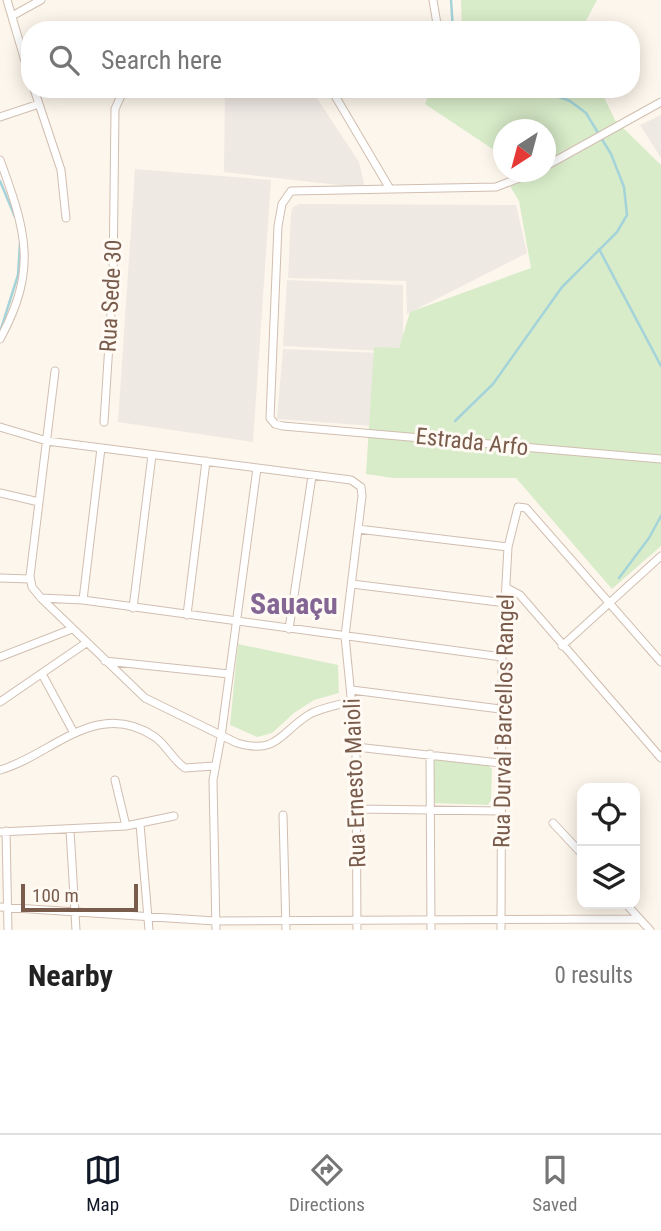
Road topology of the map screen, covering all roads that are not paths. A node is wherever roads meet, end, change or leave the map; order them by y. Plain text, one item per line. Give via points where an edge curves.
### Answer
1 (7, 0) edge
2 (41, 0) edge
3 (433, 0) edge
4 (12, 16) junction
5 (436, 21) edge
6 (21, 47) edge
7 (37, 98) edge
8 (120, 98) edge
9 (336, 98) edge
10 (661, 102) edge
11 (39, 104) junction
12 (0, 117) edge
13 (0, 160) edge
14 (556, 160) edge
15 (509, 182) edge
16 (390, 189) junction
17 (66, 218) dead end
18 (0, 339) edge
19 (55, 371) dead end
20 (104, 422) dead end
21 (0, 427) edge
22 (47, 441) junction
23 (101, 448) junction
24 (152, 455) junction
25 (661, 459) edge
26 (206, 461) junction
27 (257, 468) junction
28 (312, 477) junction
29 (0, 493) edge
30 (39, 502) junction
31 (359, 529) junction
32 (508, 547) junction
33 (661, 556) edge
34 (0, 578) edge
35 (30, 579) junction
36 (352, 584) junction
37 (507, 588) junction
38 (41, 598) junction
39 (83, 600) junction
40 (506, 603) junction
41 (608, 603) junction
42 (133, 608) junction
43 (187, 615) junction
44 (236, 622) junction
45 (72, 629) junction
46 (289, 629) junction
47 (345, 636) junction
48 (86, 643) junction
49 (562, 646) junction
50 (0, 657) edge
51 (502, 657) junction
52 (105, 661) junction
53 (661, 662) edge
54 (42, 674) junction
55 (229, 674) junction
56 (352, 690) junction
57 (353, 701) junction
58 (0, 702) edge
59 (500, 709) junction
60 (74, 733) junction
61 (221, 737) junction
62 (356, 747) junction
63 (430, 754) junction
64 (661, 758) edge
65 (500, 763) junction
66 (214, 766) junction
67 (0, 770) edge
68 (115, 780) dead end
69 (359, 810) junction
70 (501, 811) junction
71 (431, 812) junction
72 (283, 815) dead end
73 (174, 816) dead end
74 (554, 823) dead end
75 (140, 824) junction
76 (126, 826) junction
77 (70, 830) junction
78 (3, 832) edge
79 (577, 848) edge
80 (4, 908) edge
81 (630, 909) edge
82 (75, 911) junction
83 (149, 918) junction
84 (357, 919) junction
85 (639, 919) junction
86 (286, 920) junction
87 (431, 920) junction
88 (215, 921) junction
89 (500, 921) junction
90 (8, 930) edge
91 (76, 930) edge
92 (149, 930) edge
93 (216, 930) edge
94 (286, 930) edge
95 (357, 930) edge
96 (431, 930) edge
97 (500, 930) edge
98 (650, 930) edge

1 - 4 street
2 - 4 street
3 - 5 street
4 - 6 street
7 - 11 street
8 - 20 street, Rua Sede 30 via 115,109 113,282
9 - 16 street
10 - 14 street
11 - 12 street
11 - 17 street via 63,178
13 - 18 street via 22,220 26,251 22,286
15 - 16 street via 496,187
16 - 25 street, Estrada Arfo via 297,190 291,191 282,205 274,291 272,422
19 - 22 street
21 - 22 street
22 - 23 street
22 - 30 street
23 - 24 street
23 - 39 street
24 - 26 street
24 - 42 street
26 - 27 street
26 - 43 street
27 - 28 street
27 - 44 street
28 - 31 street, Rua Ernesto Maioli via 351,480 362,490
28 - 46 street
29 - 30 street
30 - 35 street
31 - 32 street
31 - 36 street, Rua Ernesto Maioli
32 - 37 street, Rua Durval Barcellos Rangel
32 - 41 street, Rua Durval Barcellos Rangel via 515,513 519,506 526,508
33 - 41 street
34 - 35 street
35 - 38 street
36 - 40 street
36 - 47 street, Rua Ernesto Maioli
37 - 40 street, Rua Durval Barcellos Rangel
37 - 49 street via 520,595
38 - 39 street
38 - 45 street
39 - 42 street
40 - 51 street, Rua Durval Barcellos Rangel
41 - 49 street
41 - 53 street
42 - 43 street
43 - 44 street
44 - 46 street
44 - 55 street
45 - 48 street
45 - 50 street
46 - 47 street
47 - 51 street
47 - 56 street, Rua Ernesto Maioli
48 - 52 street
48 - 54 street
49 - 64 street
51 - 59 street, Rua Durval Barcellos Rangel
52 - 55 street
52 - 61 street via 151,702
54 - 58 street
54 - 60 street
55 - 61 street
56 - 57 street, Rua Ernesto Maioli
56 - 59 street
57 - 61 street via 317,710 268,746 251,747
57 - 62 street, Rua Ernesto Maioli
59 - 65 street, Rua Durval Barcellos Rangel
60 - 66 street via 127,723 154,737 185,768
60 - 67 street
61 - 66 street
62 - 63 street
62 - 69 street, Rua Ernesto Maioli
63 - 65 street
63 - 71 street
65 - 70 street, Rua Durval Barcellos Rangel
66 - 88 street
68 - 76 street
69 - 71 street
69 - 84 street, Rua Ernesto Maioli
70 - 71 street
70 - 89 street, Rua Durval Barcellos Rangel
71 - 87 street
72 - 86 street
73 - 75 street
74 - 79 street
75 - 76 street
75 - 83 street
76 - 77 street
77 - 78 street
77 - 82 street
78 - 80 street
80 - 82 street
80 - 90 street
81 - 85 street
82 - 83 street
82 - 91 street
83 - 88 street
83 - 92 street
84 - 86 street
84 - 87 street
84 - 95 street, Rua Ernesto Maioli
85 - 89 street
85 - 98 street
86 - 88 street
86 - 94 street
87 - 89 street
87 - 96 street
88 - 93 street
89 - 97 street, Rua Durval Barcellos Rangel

...

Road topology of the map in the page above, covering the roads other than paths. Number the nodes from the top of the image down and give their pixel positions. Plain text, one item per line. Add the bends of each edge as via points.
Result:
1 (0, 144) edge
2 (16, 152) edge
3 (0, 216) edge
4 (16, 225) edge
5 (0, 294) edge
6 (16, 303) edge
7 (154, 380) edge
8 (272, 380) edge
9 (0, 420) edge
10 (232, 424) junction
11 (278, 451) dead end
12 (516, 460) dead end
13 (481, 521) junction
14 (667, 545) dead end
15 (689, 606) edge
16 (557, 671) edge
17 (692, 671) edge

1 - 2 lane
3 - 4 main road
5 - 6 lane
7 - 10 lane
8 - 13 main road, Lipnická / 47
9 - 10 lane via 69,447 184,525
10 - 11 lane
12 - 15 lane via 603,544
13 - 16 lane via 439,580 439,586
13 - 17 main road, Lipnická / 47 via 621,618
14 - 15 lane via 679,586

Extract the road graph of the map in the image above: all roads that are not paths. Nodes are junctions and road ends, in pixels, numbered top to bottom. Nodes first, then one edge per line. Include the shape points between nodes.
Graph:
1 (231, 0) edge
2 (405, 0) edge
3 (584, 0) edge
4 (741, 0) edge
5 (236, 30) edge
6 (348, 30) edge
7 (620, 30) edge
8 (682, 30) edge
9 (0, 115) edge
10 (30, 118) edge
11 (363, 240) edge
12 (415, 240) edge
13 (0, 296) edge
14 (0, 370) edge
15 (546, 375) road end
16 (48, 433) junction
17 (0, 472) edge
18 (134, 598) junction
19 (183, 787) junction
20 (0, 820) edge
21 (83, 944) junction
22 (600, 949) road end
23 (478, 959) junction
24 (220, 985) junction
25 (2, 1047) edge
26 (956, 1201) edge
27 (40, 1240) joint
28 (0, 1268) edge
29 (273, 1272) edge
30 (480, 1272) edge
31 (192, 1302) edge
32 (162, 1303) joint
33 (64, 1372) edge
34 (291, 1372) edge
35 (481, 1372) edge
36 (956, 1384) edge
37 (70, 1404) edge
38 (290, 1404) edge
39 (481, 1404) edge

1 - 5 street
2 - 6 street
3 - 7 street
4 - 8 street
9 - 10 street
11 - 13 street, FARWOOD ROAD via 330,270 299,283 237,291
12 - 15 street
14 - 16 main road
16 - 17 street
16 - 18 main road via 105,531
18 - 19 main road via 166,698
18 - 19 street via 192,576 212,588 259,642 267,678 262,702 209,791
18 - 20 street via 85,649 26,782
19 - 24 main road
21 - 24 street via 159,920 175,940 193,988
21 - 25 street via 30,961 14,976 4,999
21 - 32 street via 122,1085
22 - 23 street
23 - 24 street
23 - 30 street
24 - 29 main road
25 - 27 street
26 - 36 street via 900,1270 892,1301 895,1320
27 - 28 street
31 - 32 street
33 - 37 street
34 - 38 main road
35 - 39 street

-- TASK REQUIREMENTS --
Look through the data above for the string "roads" and copy every line where it appears.

-- ANSWER SPACE --
Road topology of the map screen, covering all roads that are not paths. A node is wherever roads meet, end, change or leave the map; order them by y. Plain text, one item per line. Give via points where an edge curves.
Road topology of the map in the page above, covering the roads other than paths. Number the nodes from the top of the image down and give their pixel positions. Plain text, one item per line. Add the bends of each edge as via points.
Extract the road graph of the map in the image above: all roads that are not paths. Nodes are junctions and road ends, in pixels, numbered top to bottom. Nodes first, then one edge per line. Include the shape points between nodes.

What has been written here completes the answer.